Inside Enron


Review by Willard Manus

Enron, the disgraced company that fleeced the world of an estimated one billion dollars, used to flaunt its advertising slogan: "Ask Why." Hatched up by Madison Avenue, the slogan was meant to convince us that Enron was unafraid to challenge conventional business thinking, that it was led by brave and noble executives who, if left alone, would find new ways to create wealth and prosperity for us all.

Today we know what a crock that was, a lie invented to cover up corporate fraud, rapacity and selfishness on an unprecedented scale. Enron, America's seventh largest company, has collapsed, in a domino effect that has taken down many other business institutions and ruined the lives of thousands of innocent people.

Enron's slogan still has an unintended resonance. We all need to "ask why" the company collapsed the way it did. Why didn't the so-called watchdogs of the business world--accountants, bankers, stock analysts, journalists, government officials--see it coming? Why didn't they blow the whistle on a scandal of such massive proportions?

The answers can be found in ENRON: THE SMARTEST GUYS IN THE ROOM, the new full-length documentary by Alex Gibney. Based on the best-selling book of the same name by Bethany McLean and Peter Elkind, the film offers a meticulous and damning portrait of the Enron scandal--and of the larger society which allowed it to happen.

Comprised of interviews, TV footage, audio tapes and home movies--mostly shot by Enron employees on company outings--Gibney's documentary, an official Sundance 2005 selection, was shot by Maryse (Velvet Goldmine) Alberti and edited by Alison (American High) Ellwood, and produced by Magnolia Pictures.

"Through Bethany and Peter's writing I saw that the story of Enron was more than a corporate scandal," said Gibney. "It was a human drama with the emotional power of a Greek tragedy--yet tinged with the blackest humor imaginable. The film allowed me to explore some larger themes about American culture, the cruelty of our economic system, and the way it can be easily rigged for the benefit of the high and mighty."

As Gibney shows, Enron flourished largely because of the de-regulation of the energy industry.
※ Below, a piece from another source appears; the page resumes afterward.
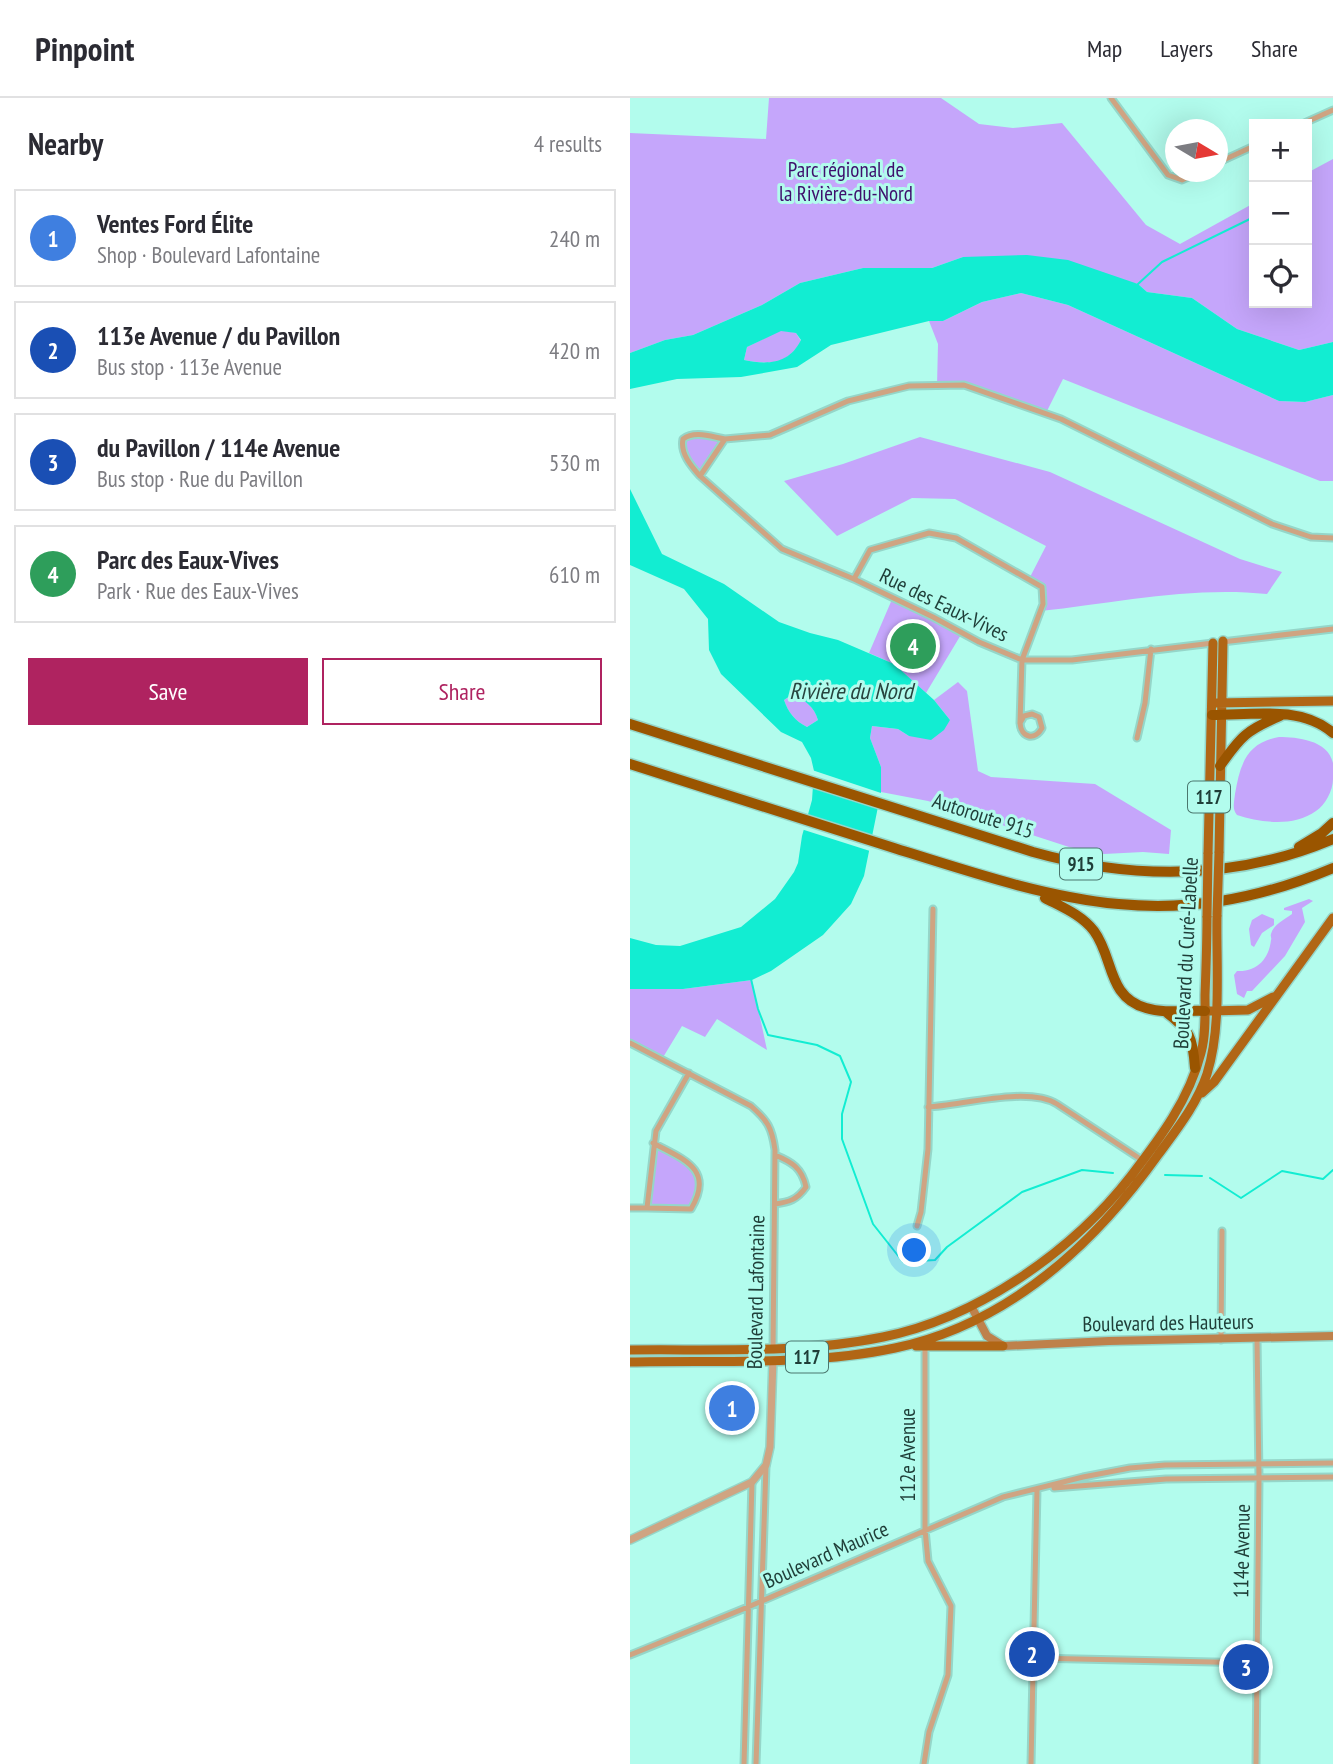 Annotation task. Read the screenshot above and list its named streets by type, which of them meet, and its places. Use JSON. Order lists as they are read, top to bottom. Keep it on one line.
{"streets":{"highway":["Autoroute 915","915"],"main road":["117","Boulevard du Curé-Labelle","Boulevard des Hauteurs"],"street":["Rue des Eaux-Vives","Boulevard Lafontaine","112e Avenue","114e Avenue","Boulevard Maurice"]},"crossings":[["Rue des Eaux-Vives","117"],["117","Boulevard du Curé-Labelle"],["Boulevard du Curé-Labelle","Boulevard Lafontaine"],["Boulevard Lafontaine","Boulevard Maurice"],["Boulevard des Hauteurs","114e Avenue"],["112e Avenue","Boulevard Maurice"],["114e Avenue","Boulevard Maurice"]],"water":["Rivière du Nord"],"parks":["Parc régional de la Rivière-du-Nord"],"north":"right","page":{"header":"Pinpoint","nav":["Map","Layers","Share"],"heading":["Nearby","4 results"],"map_buttons":["+","−"],"list":[{"mark":"1","name":"Ventes Ford Élite","note":"Shop · Boulevard Lafontaine","value":"240 m"},{"mark":"2","name":"113e Avenue / du Pavillon","note":"Bus stop · 113e Avenue","value":"420 m"},{"mark":"3","name":"du Pavillon / 114e Avenue","note":"Bus stop · Rue du Pavillon","value":"530 m"},{"mark":"4","name":"Parc des Eaux-Vives","note":"Park · Rue des Eaux-Vives","value":"610 m"}],"pins":["4","1","2","3"],"buttons":["Save","Share"]}} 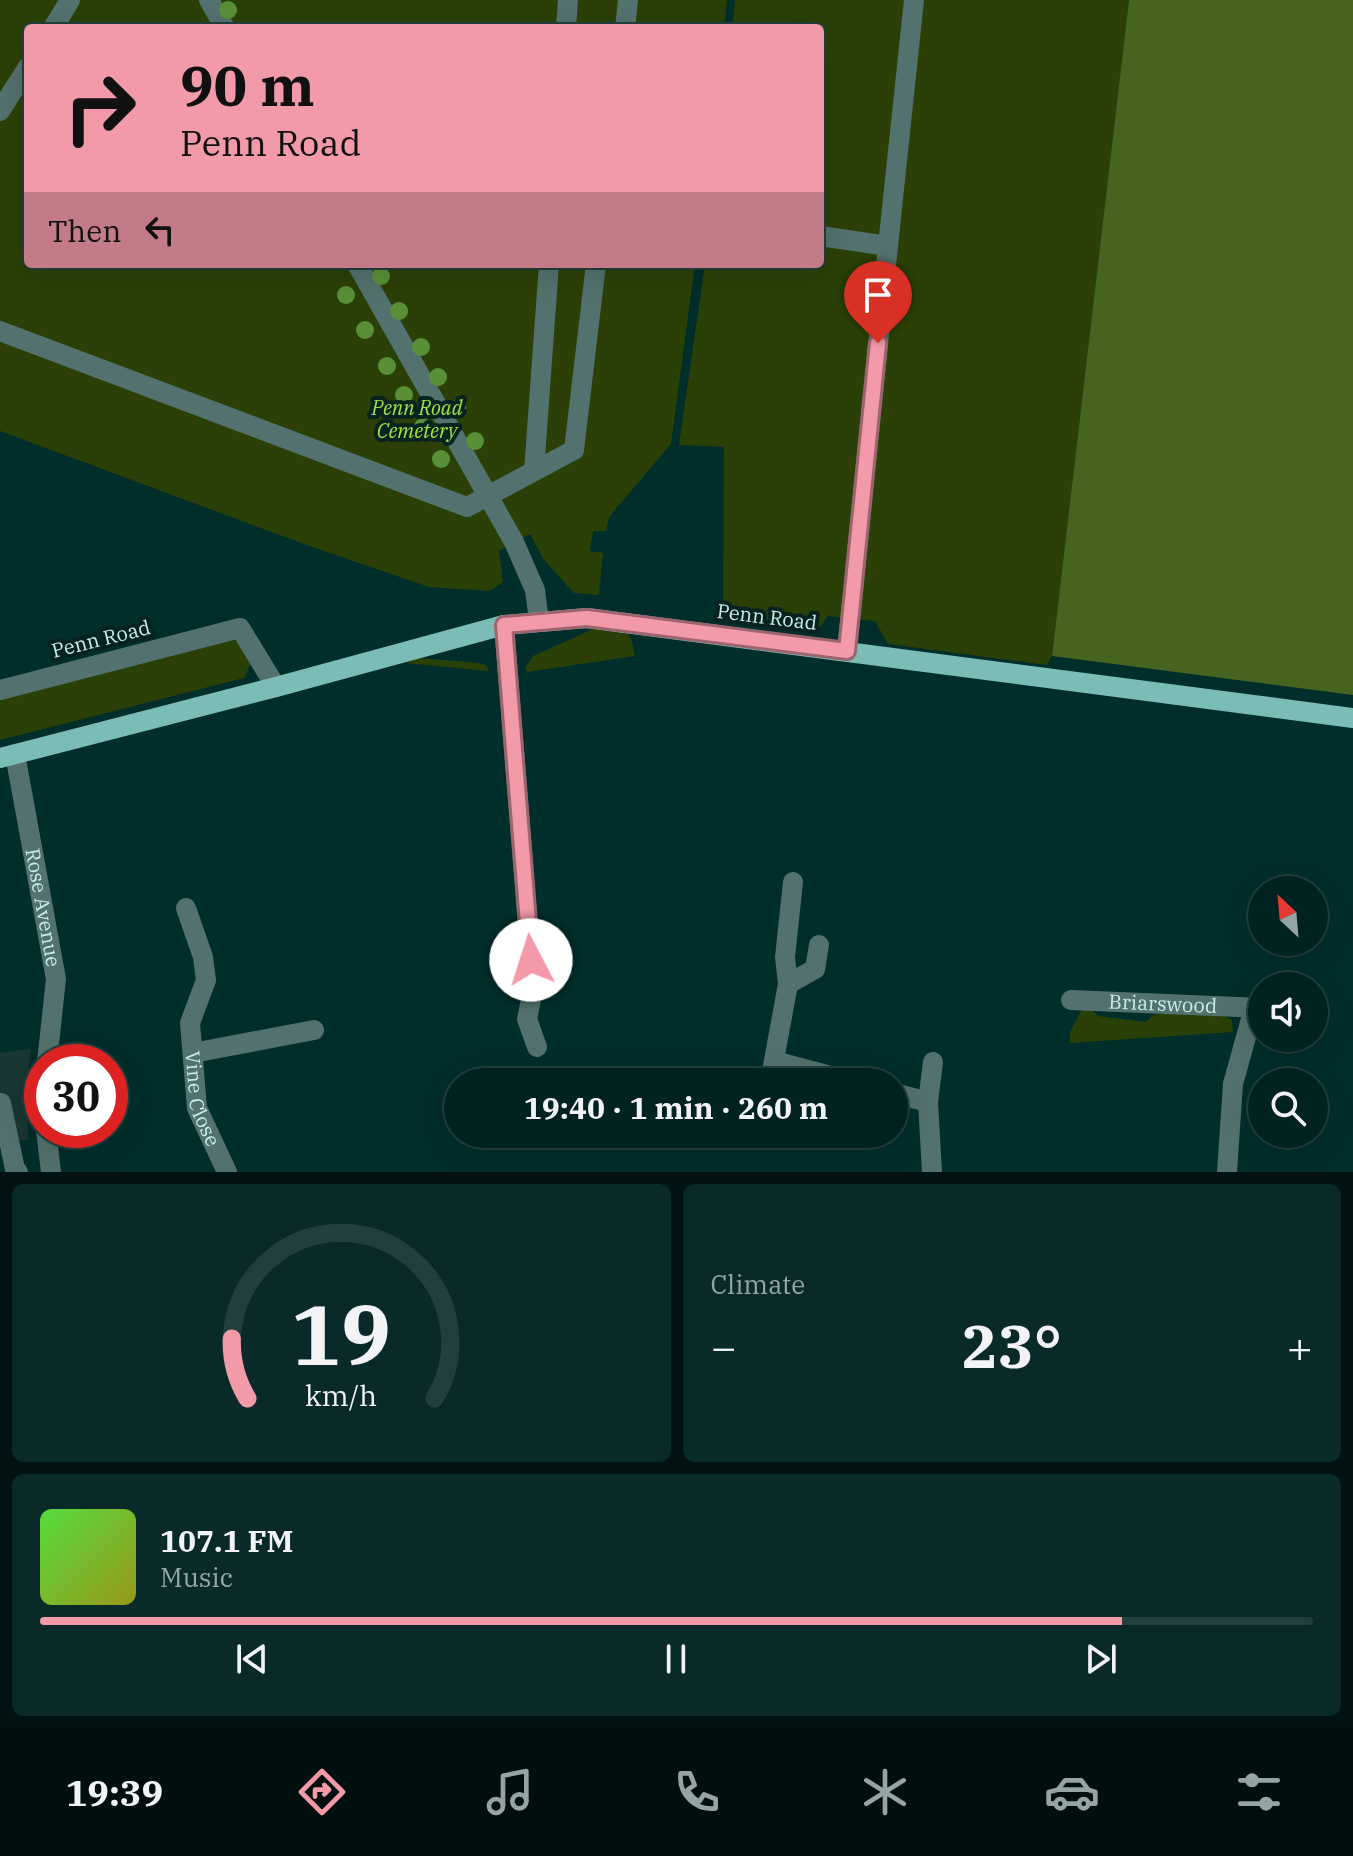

Pushed by powerful politicians on behalf of the corporations that contributed heavily to their campaign coffers, de-regulation--a euphemism for no government supervision--allowed men like Kenneth Lay and Jeff Skilling a free hand in the manipulation of the energy market.

Lay, the son of a Texas Baptist minister, and Skilling, a slick, handsome wheeler-dealer whose macho ways--bungee-jumping, motorcycle-racing-- masked a depressive personality, teamed up to turn Enron into not just a gas-pipeline company, but a commodities trader and dabbler in the burgeoning broadband/video-on-demand sector. Using dubious "mark-to-market" accounting tricks, shady ways of "gaming" the energy market, and out-and-out fraud (a Nigerian tax scheme), Lay and Skilling began to ring up millions of dollars in profits.

Although a few shrewd, uncompromising critics, such as investment analyst James Chanos and ex-Enron executive Rebecca Mark, voiced their concerns, few listened, if only because people like Alan Greenspan, Scott McNealy (CEO of Sun Microsystems) and the Bushes were constantly praising Enron in public. The same goes for the heads of Citibank, Merrill Lynch and Chase Manhattan, all of whom bagged lucrative commissions while representing Enron.

Enron turned out to be a gigantic Ponzi scheme and some employees knew it. The film captures several Enron traders on tape, gloating loudly, "Burn, California, burn!" as they fabricate an energy crisis for their own personal gain.

Most Enron employees took it on the chin, though, when the company went down, taking all their profit-sharing and pension money with it. As for Skilling, Lay and other top execs, they walked away from the crash in pretty good shape, having cashed out their stock just before it plunged from $67 a share to
below $1.

Gibney ran into an unforseen problem in putting his film together. "At one time, the network news archives treated their footage as a historical resource available to all," he said. "Now they apply entertainment standards to the material. Want footage of Brian Williams discussing the stock market bubble? Special permission and extra fees are required, because he is expensive 'talent' to whom the network wants exclusive access...The need for these special permissions also provides the networks an excuse to deny access to productions they do not approve of. For ENRON--and for many other documentaries--these new policies can have a chilling effect. They're simultaneously ironic because the major networks all share footage freely--at no cost to each other--via the doctrine of 'fair use.'"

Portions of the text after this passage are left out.